Apryl Lee discusses the Halfway There series at the Red Eye Cafe. NEIL GRABOWSKY/FOR MONTCLAIR LOCAL

Halfway There
Monday, Jan. 22
Doors open 6:30 p.m., reading at 7
Kim Coleman Foote, Evie Shockley, Bud Smith, Nancy Star
Red Eye Cafe, 94 Walnut St.
For more information visit halfwaytheremontclair.com/ or on Facebook at HalfwayThereMontclair.

By GWEN OREL
orel@montclairlocal.news

A lot of authors live in and around Montclair.

Watchung Booksellers regularly has author events, and the Montclair Public Library holds the Open Book/Open Mind series, in which authors interview authors.

The Write Group, a writers support group, has hundreds of members. Last year, the Montclair Literary Festival debuted.

But before Halfway There began three years ago, the town lacked a reading series.

So Apryl Lee and Nicole Haroutunian began a series, which would present a panel of writers, established and emerging, four times a year.

Halfway There has partnered with the Montclair Art Museum and The Creativity Caravan to host readings and will present a panel at the Montclair Literary Festival again this year.

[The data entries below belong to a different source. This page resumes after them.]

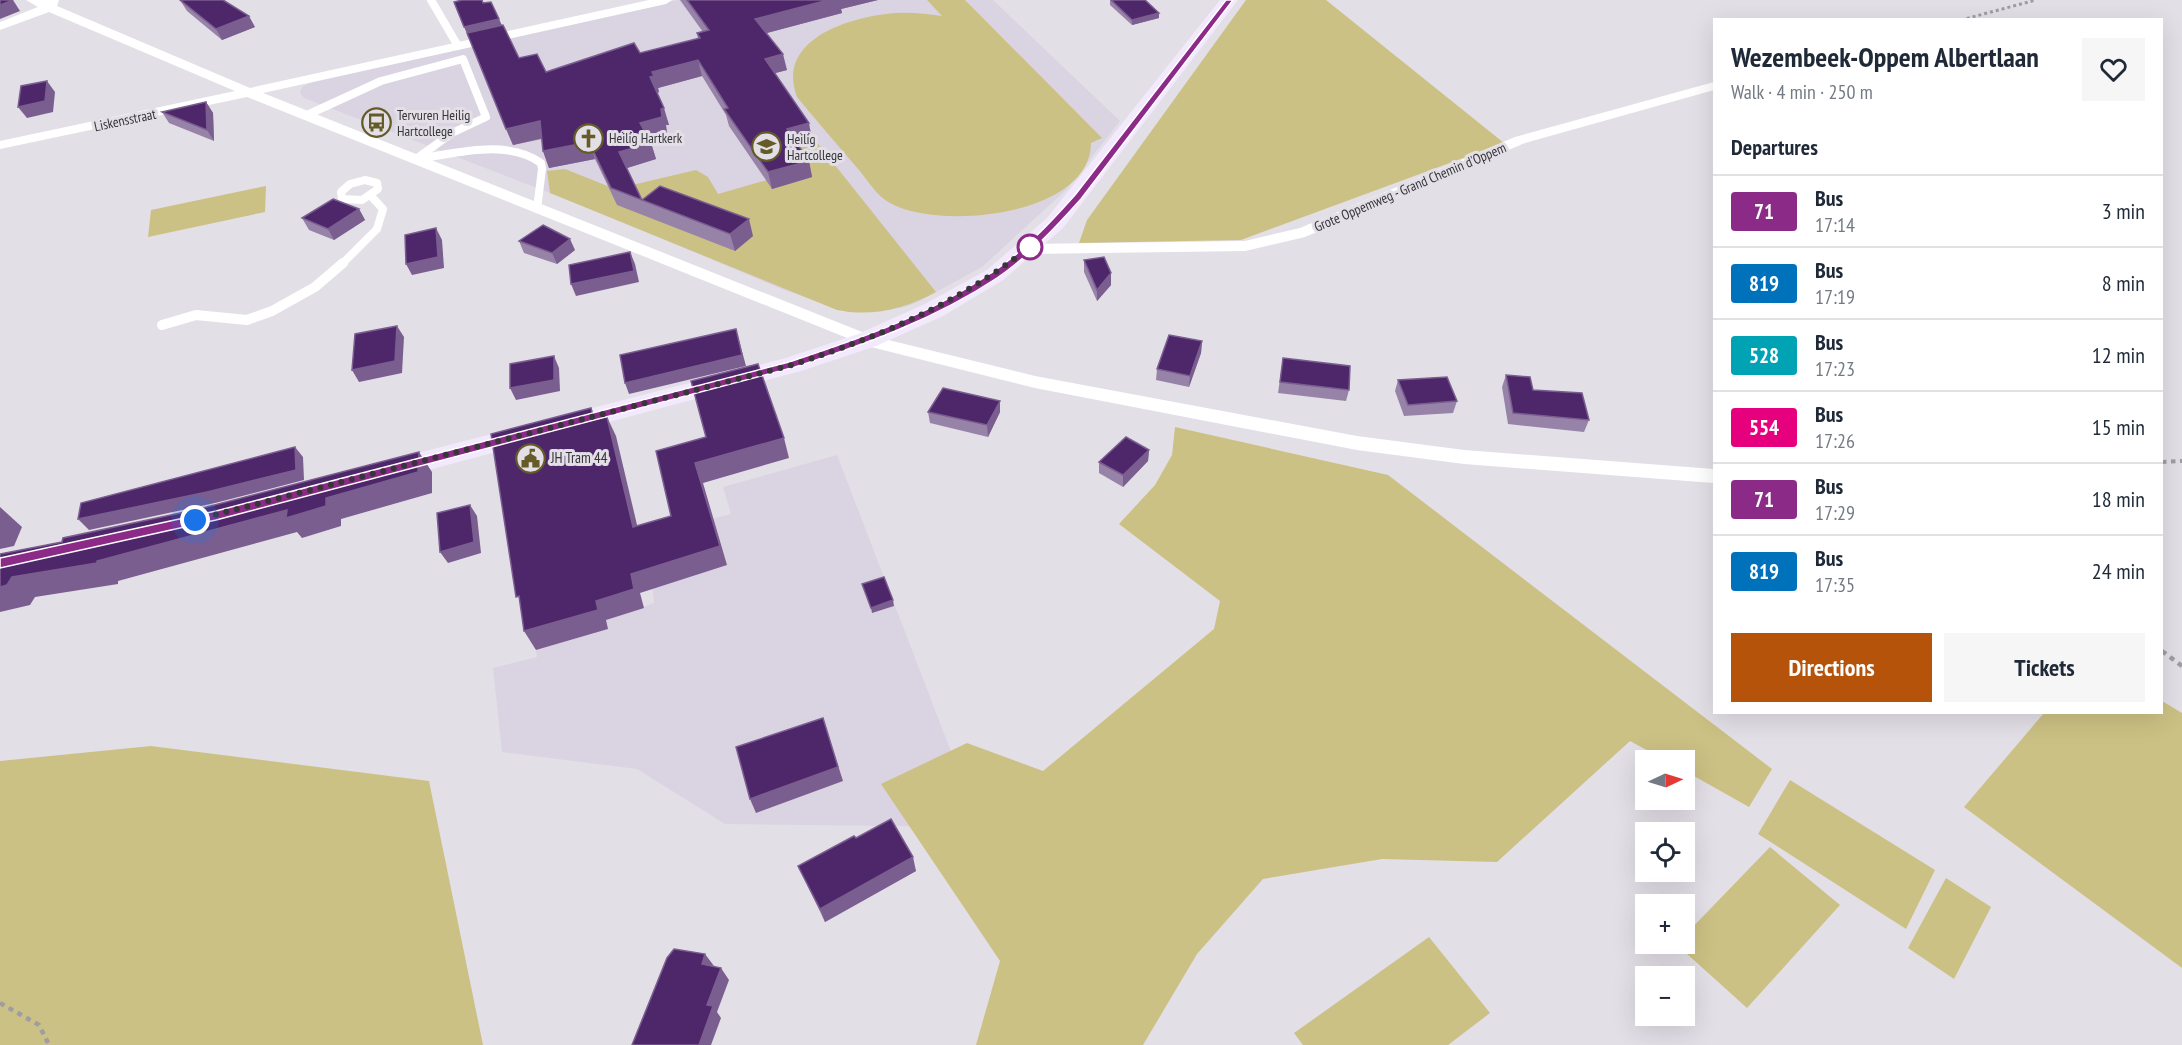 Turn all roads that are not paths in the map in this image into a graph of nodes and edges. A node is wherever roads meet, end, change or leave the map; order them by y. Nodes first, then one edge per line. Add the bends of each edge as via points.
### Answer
1 (32, 0) edge
2 (431, 0) edge
3 (666, 0) edge
4 (1229, 0) edge
5 (53, 4) edge
6 (0, 26) edge
7 (458, 46) junction
8 (1713, 86) edge
9 (250, 93) junction
10 (307, 115) junction
11 (0, 145) edge
12 (416, 159) junction
13 (371, 196) dead end
14 (537, 209) junction
15 (1027, 249) junction
16 (162, 325) dead end
17 (867, 340) junction
18 (1713, 476) edge
19 (359, 478) edge

1 - 5 street
2 - 7 lane
3 - 7 street, Liskensstraat
4 - 15 street via 1078,197
5 - 6 street
5 - 9 street
7 - 9 street, Liskensstraat
8 - 15 street, Grote Oppemweg - Grand Chemin d'Oppem via 1520,140 1360,210 1305,232 1268,241 1245,246
9 - 10 street
9 - 11 street, Liskensstraat
10 - 12 street
10 - 12 lane via 381,81 463,59 486,117 452,133
12 - 14 street
12 - 14 lane via 487,152 530,155 542,169
13 - 16 lane via 382,209 377,229 315,287 247,320 196,315
14 - 17 street
15 - 17 street via 995,275 934,310
17 - 18 street via 1035,382 1357,443 1464,457
17 - 19 street via 792,365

In Monday’s reading, all four authors have a New Jersey connection.

Lee and Haroutunian met while getting their MFA degrees at Sarah Lawrence. And, Lee said, Haroutunian had noticed that while there were plenty of reading series in Manhattan and Brooklyn, there wasn’t anything in New Jersey.

So they started one. It’s not an open mic; writers are invited. And while there are books for sale afterward, selling books isn’t the goal of the evening. Each writer reads for 15 minutes, then comes back afterward to answer questions.

The name of the series comes from the Bon Jovi song “Living on a Prayer,” Lee said with a laugh. “We’re sort of halfway to New York City, and emerging authors are sort of halfway there to reaching their goal.”

And of course, Jon Bon Jovi is a New Jersey native, like Lee and Haroutunian.

The series is free, and the women finance it themselves. The cafe is reconfigured for the events, with tables pushed to the wall, and can seat 35 to 50. Some people always stand, Lee said. And the questions are always smart. “When I was in graduate school we read a short story by Alice Elliott Dark,” Lee said. “We talked about it, and it’s a story that always stuck with me, ‘In the Gloaming.’ When we started this, Halfway There got an email saying: ‘That’s great that you’re starting this, Montclair really needed a free reading series like this.’ And it was signed ‘A.E. Dark.’ And I was, ‘Thanks, A.E. Dark.’ And then, it must have been eight months later, and ‘Oh my goodness, she’s here! And she’s totally been here too!’”

Then it clicked. They asked her to read at a future event, and she did. To be a graduate student reading her work, then hosting her at a series was a “writerly dream.”

In Monday’s reading:

• Kim Coleman Foote is an emerging writer, originally from New Jersey. She is the recipient of a 2015 NYFA Fellowship in fiction and a 2014 NEA Literature Fellowship. Her work has appeared in numerous journals.

• Evie Shockley is the author of “the new black,” for which she won the 2012 Hurston/Wright Legacy Award in Poetry, and the recently released “semiautomatic” (Wesleyan, 2017), among other collections of poetry. She is an associate professor of English at Rutgers University.

• Bud Smith is a New Jersey writer. He works heavy construction and is the author of “F250,” “Calm Face” and “Dust Bunny City,” among others. His memoir, “Work,” was release in October and is a portrait of his years working construction and its connection to writing.

• Nancy Star is a Montclair author with five novels to her credit, including her most recent, “Sisters One, Two, Three.” Her essays have appeared in The Washington Post, The New York Times, Publishers Weekly, Money and Family Circle.